Could you copy every entry exactly, dropping the pictures?

==========

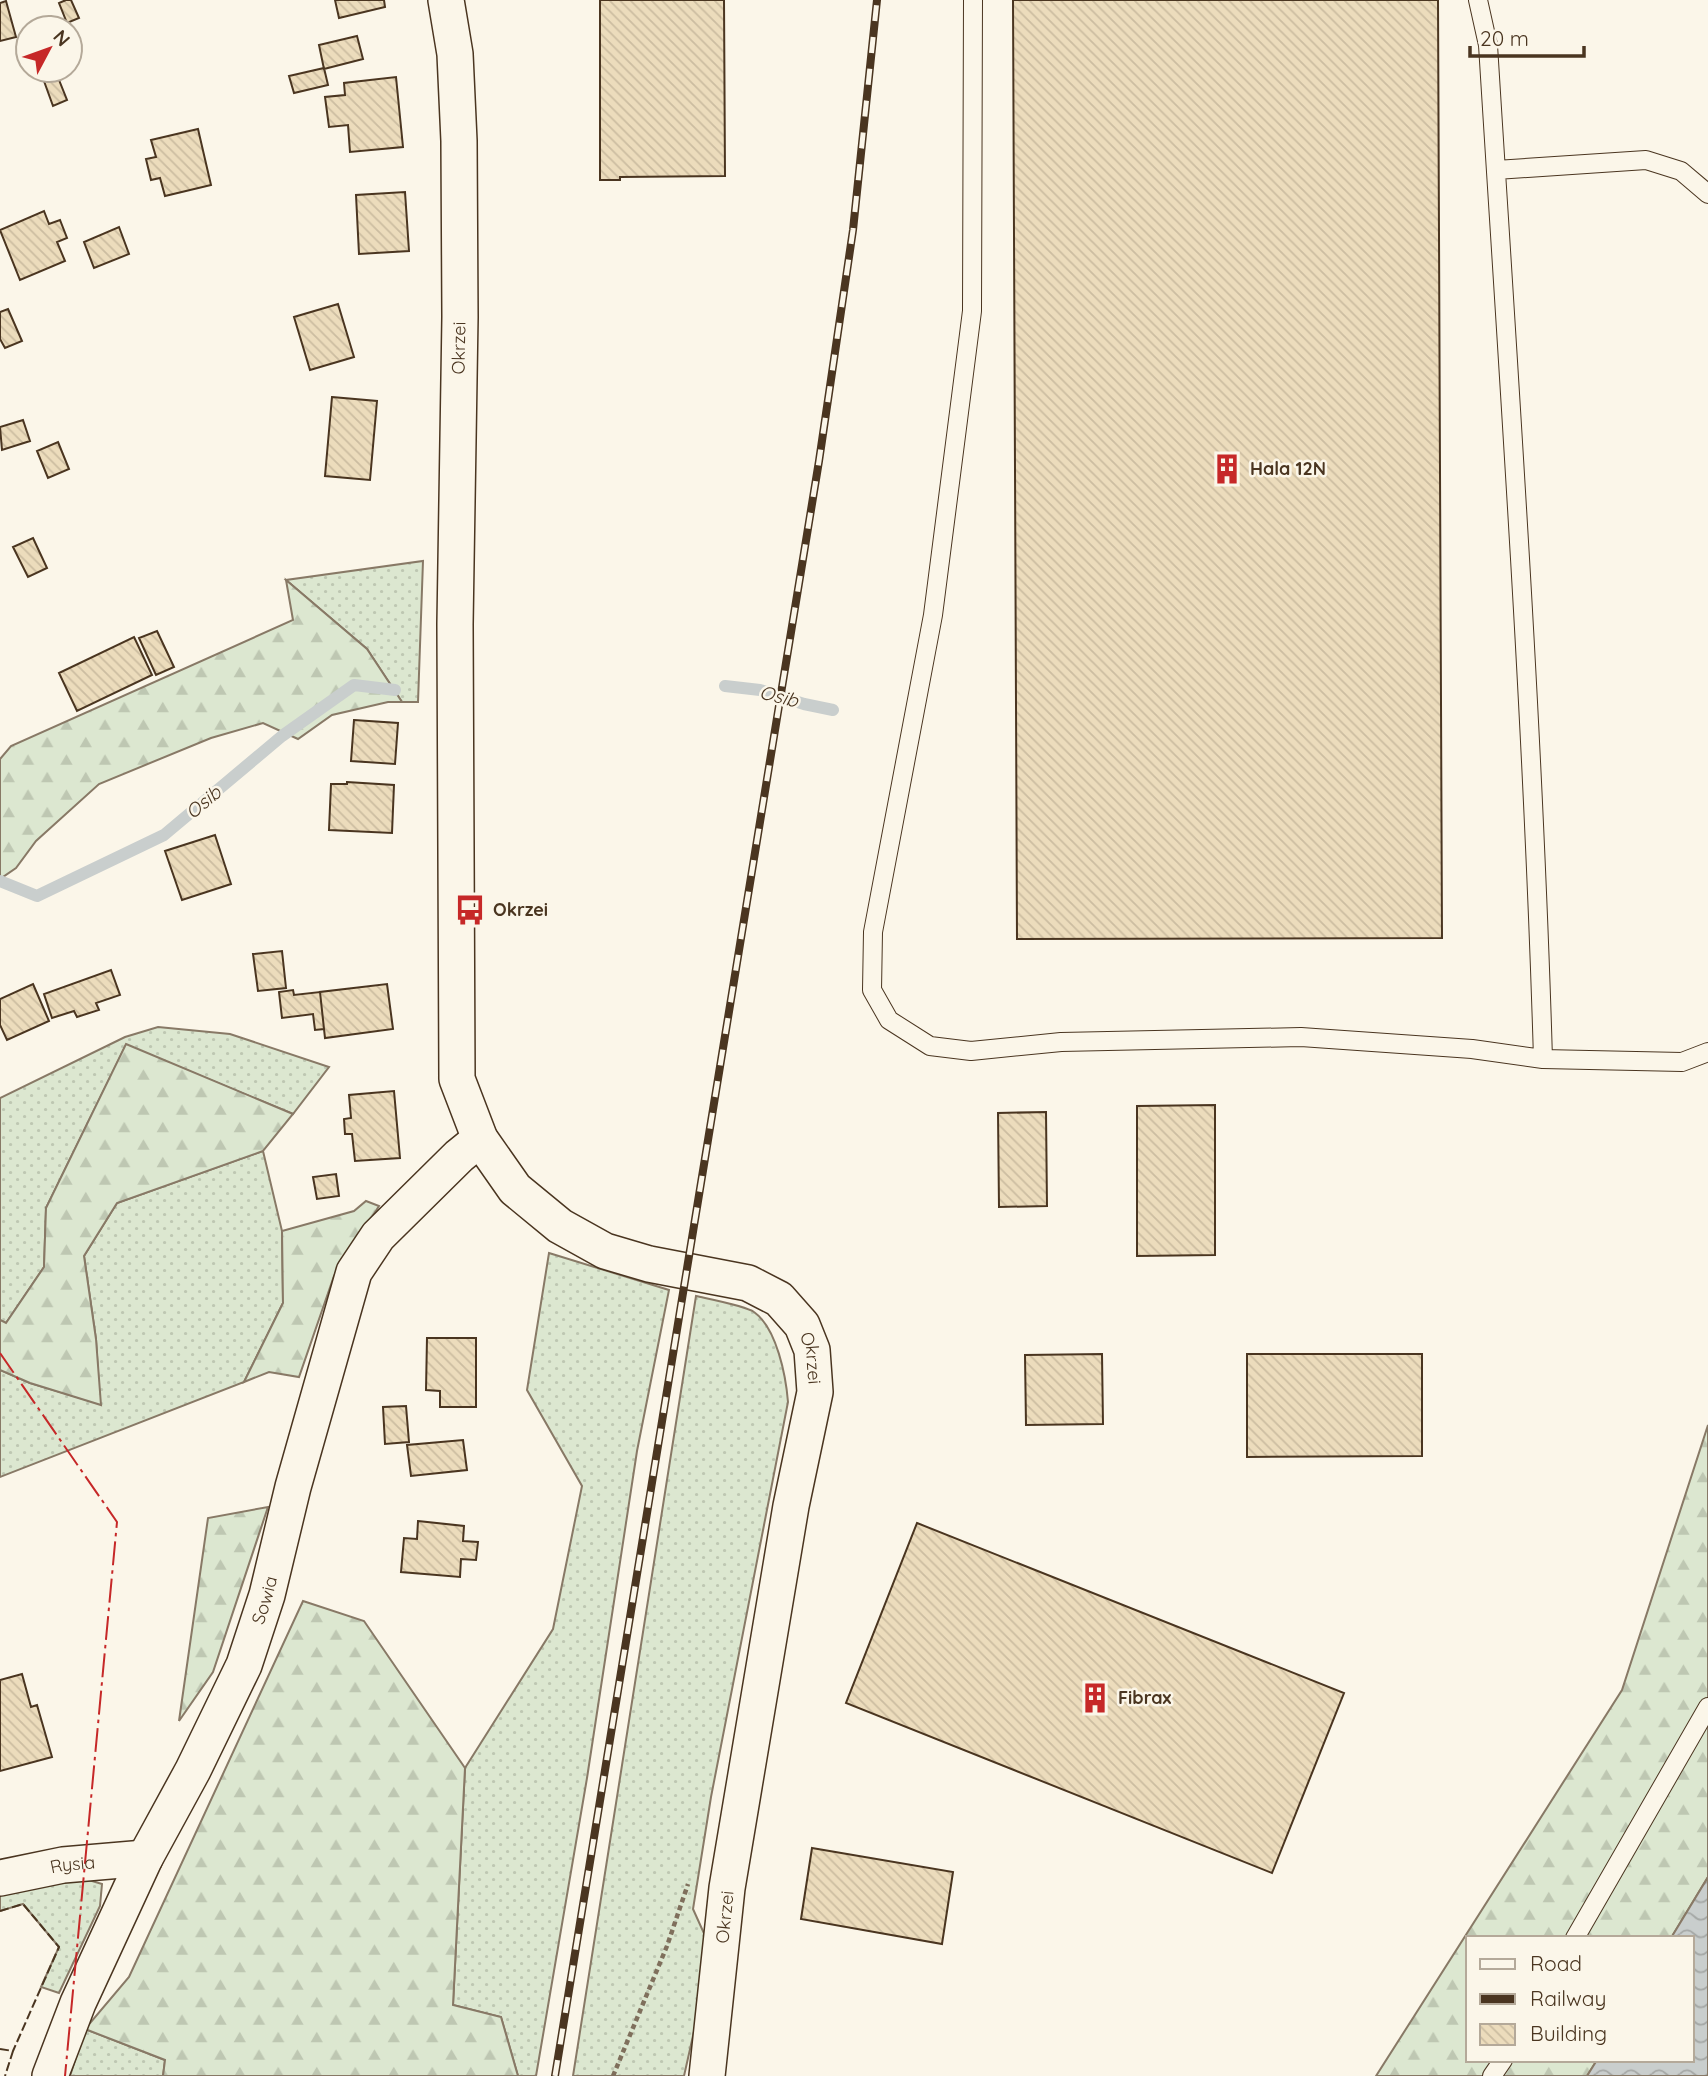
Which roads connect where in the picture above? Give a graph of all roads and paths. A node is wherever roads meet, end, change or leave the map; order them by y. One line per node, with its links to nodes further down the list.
1 (446, 0): 8 (street, Okrzei)
2 (972, 0): 7 (lane)
3 (1478, 0): 4 (lane)
4 (1496, 170): 5 (lane); 7 (lane)
5 (1708, 194)
6 (1708, 1052): 7 (lane)
7 (1543, 1059)
8 (480, 1139): 10 (street, Sowia); 16 (street, Okrzei)
9 (1708, 1707): 13 (lane)
10 (145, 1858): 12 (street, Rysia); 14 (street, Sowia)
11 (692, 1873): 15 (path)
12 (0, 1878)
13 (1576, 1936)
14 (50, 2076)
15 (613, 2076)
16 (707, 2076)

==========

» **Answer for this exercise**:
Which roads connect where in the picture above? Give a graph of all roads and paths. A node is wherever roads meet, end, change or leave the map; order them by y. One line per node, with its links to nodes further down the list.
1 (446, 0): 8 (street, Okrzei)
2 (972, 0): 7 (lane)
3 (1478, 0): 4 (lane)
4 (1496, 170): 5 (lane); 7 (lane)
5 (1708, 194)
6 (1708, 1052): 7 (lane)
7 (1543, 1059)
8 (480, 1139): 10 (street, Sowia); 16 (street, Okrzei)
9 (1708, 1707): 13 (lane)
10 (145, 1858): 12 (street, Rysia); 14 (street, Sowia)
11 (692, 1873): 15 (path)
12 (0, 1878)
13 (1576, 1936)
14 (50, 2076)
15 (613, 2076)
16 (707, 2076)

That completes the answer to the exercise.